[Items from a dataset]
****************************************

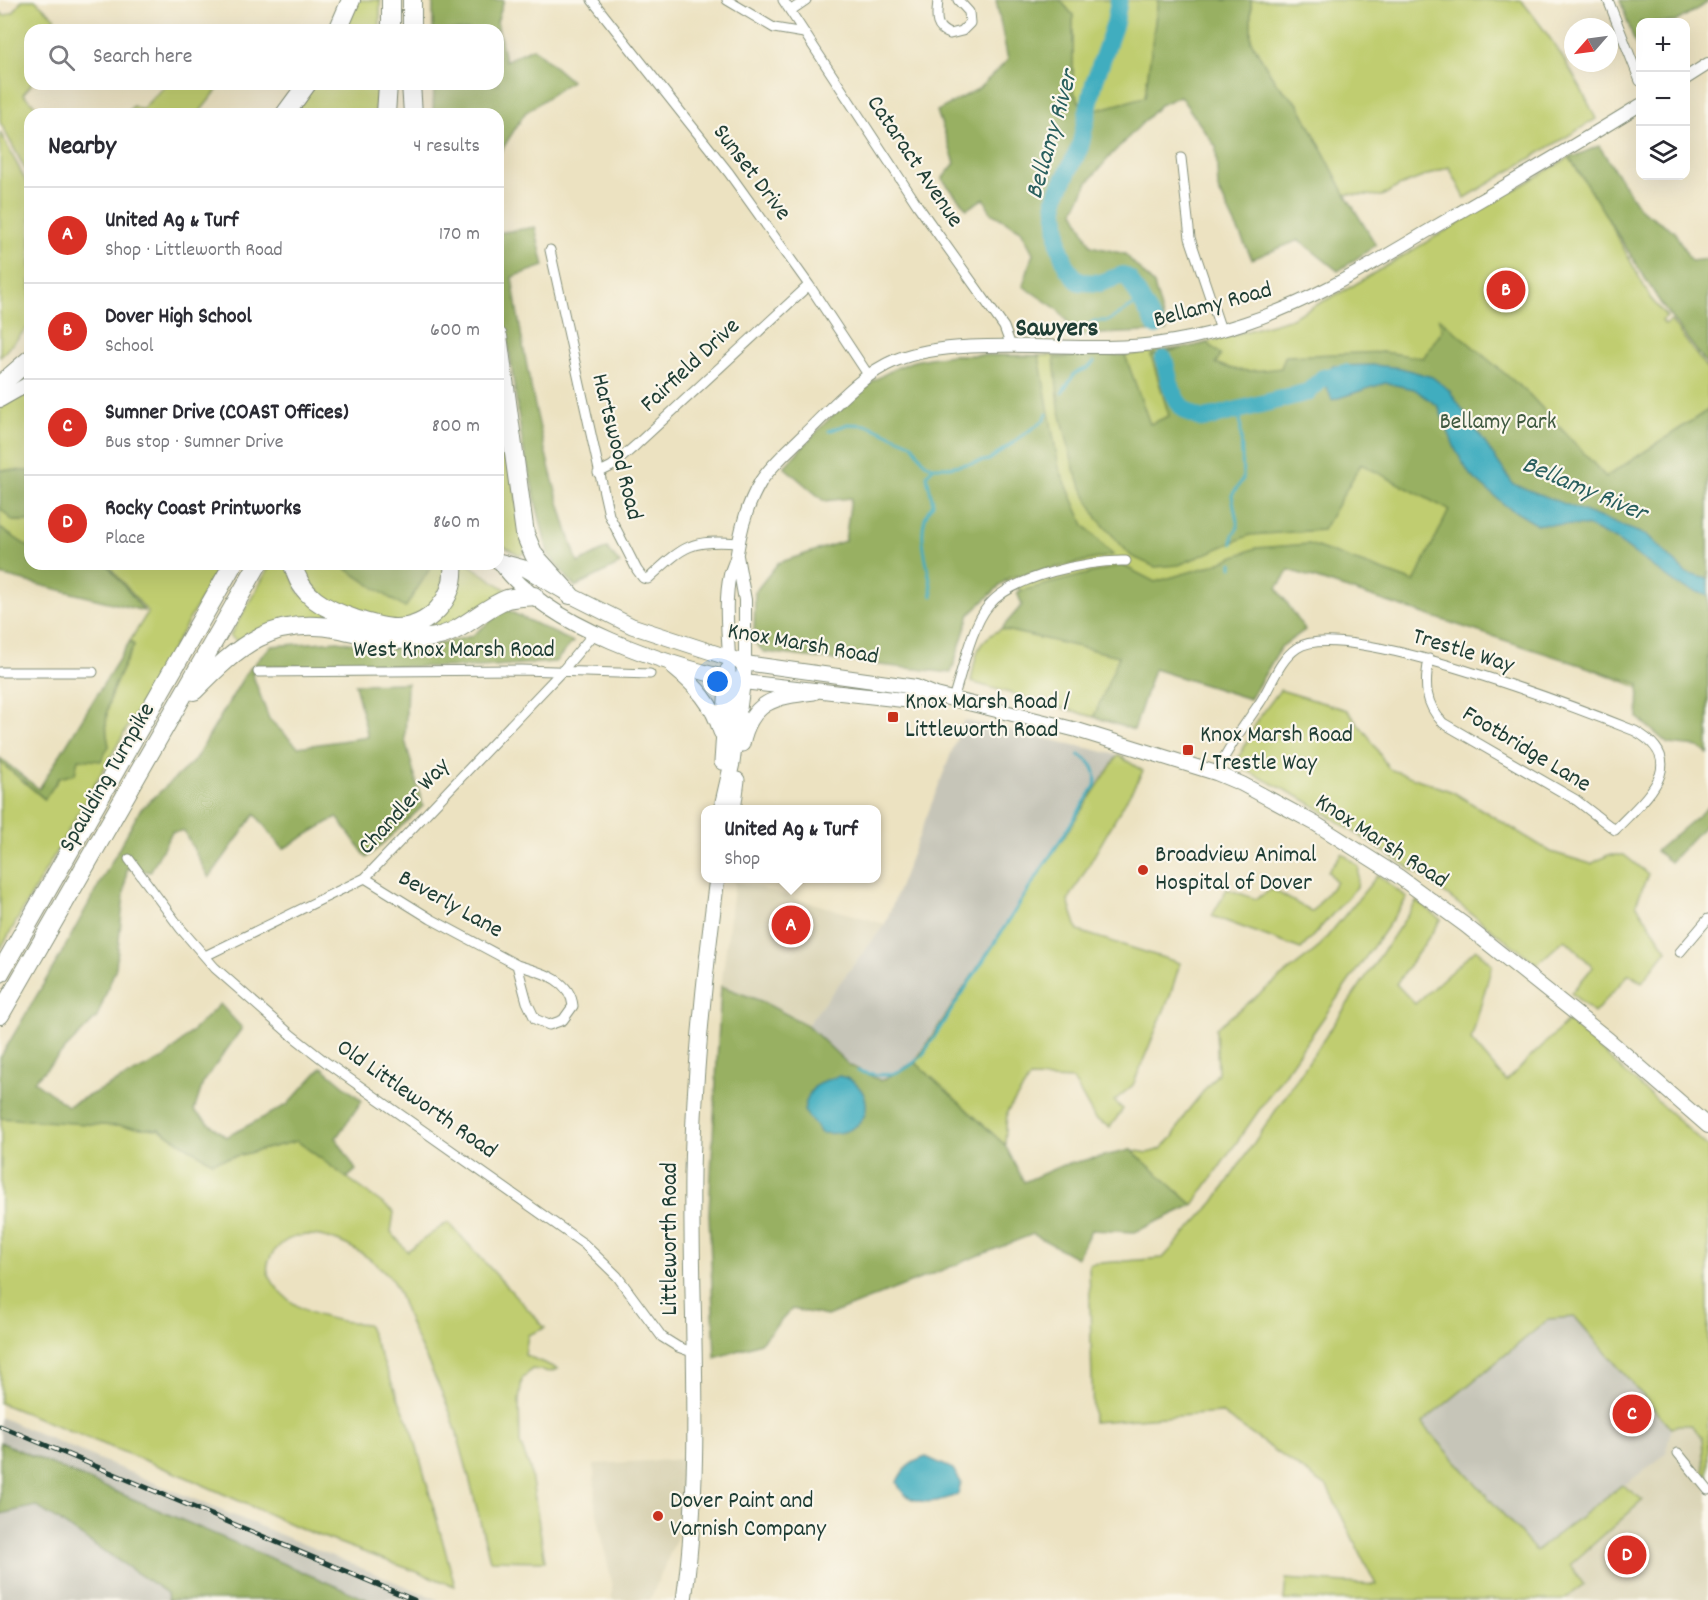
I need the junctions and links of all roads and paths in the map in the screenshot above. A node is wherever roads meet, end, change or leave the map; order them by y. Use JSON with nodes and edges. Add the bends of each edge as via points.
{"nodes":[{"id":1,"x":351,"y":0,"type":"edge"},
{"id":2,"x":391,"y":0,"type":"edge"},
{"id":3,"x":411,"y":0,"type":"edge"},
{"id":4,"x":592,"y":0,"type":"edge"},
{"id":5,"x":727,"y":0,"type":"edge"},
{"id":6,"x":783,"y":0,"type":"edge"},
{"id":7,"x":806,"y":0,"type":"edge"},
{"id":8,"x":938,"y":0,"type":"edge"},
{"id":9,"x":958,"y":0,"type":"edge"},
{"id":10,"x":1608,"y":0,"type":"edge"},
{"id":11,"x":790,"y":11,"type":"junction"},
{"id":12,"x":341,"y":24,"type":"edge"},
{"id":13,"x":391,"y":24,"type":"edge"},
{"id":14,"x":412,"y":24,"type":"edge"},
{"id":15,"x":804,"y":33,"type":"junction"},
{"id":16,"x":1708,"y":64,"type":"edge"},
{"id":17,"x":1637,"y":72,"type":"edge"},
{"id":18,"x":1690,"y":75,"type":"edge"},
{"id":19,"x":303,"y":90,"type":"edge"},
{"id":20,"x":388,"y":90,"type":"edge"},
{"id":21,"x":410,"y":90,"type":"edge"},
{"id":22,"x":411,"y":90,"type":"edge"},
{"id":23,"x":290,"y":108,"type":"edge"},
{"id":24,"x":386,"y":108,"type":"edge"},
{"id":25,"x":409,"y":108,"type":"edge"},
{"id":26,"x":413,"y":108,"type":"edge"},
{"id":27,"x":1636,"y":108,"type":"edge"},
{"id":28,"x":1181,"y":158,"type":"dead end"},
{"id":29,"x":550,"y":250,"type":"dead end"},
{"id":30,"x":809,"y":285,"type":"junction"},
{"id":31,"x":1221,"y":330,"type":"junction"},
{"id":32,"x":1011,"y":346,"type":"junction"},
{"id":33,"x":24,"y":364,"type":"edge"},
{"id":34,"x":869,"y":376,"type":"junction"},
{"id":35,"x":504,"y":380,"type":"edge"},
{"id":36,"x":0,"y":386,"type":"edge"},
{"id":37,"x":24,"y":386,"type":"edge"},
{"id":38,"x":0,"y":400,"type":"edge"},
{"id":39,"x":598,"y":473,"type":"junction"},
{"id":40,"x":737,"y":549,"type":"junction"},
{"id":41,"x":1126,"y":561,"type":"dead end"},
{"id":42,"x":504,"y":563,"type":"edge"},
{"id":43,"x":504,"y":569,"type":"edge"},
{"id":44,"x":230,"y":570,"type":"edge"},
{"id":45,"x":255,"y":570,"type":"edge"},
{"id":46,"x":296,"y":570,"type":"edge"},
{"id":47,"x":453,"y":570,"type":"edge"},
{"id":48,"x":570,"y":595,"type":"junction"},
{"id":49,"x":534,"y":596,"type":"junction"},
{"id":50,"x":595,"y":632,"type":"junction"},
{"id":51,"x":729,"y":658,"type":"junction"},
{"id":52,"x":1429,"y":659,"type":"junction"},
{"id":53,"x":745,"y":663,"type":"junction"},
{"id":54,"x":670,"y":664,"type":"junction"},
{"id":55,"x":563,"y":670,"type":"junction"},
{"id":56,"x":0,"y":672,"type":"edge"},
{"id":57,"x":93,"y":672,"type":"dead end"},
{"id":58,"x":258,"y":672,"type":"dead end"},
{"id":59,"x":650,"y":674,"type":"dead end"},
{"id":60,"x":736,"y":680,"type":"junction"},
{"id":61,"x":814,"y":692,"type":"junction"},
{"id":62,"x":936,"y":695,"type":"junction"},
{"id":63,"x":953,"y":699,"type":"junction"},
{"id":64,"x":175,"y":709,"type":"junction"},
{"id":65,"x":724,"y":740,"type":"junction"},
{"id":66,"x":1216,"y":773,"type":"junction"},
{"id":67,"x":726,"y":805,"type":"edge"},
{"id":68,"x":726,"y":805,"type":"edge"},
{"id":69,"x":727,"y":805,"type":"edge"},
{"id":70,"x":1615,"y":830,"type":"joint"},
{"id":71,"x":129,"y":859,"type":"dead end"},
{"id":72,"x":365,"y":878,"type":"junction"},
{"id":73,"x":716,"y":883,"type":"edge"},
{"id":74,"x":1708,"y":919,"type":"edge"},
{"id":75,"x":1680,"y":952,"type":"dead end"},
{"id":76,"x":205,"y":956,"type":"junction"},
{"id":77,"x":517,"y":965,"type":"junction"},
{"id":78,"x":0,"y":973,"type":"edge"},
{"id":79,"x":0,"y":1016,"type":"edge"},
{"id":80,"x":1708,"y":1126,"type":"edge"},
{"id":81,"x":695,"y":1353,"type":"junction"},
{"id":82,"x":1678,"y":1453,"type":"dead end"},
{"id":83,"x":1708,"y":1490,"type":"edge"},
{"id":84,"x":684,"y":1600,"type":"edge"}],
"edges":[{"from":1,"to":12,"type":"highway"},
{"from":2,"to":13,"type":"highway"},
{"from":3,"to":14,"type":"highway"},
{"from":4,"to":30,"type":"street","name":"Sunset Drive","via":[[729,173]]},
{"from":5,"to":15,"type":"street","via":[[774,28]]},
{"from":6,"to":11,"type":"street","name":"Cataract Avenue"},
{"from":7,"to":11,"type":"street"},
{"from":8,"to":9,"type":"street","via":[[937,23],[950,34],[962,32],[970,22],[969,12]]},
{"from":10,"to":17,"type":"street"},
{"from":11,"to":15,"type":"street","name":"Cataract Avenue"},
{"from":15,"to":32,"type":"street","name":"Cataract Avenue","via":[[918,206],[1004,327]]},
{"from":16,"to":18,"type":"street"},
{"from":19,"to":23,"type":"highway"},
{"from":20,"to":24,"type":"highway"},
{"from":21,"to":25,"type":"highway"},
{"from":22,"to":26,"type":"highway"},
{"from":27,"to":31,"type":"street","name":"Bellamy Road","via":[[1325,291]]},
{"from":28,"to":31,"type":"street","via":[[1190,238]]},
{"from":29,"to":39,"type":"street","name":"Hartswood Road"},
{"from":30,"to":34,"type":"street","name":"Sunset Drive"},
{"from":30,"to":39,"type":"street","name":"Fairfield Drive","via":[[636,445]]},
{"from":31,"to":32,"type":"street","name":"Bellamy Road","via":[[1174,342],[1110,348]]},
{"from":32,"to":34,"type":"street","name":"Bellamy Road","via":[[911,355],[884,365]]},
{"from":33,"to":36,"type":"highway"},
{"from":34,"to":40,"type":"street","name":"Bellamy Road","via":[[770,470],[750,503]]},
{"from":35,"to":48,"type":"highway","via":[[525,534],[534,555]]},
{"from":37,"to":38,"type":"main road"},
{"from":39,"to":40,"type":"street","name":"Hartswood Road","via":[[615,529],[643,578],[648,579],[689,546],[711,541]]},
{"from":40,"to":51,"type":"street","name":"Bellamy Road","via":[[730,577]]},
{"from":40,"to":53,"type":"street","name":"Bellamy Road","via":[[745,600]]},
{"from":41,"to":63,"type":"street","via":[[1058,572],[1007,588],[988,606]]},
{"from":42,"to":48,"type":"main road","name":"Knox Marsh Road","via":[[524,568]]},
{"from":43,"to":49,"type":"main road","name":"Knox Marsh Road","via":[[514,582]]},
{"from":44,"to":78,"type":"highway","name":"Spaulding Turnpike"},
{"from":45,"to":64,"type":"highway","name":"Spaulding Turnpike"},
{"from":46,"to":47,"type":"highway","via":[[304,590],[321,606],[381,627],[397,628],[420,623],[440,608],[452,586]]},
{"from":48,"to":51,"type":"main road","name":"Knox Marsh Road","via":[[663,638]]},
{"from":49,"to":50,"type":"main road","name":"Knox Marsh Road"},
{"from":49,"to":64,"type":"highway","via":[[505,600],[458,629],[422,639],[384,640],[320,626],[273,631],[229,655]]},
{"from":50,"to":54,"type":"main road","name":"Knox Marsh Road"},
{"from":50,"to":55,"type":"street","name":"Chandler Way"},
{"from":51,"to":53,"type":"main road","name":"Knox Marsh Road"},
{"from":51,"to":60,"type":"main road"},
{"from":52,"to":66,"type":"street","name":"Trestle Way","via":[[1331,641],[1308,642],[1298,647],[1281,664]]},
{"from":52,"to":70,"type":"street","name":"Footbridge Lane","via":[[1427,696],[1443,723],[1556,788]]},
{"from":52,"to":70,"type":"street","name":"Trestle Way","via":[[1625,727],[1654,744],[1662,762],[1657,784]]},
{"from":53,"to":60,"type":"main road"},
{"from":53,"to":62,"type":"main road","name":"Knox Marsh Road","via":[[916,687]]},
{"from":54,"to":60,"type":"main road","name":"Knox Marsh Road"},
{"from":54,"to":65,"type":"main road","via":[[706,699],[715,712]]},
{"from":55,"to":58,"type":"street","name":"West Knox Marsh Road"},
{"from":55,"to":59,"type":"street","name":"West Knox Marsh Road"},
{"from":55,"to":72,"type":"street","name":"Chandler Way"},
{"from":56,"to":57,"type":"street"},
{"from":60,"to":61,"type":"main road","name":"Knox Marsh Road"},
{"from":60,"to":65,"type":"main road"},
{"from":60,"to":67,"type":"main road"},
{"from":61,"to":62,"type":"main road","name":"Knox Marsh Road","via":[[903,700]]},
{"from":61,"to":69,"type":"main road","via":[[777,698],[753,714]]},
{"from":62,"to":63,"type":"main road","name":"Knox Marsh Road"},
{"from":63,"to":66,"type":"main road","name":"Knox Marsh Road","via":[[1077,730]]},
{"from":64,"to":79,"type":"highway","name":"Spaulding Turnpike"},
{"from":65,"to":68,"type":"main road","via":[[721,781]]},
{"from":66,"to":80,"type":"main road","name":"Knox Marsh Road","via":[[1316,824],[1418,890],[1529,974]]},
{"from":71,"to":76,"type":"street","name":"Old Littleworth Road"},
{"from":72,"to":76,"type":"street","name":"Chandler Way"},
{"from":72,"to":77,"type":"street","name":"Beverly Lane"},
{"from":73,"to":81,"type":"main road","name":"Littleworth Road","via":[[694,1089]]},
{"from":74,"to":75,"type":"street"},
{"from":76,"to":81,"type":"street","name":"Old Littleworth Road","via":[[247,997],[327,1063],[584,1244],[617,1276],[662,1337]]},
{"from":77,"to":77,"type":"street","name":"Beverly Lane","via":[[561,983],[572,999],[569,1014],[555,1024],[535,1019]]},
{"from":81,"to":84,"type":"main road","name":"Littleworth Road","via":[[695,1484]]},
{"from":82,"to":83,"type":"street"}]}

****************************************

Work task
Across the data, find each line that has "West" in it and copy that line.

Written solution
{"from":55,"to":58,"type":"street","name":"West Knox Marsh Road"},
{"from":55,"to":59,"type":"street","name":"West Knox Marsh Road"},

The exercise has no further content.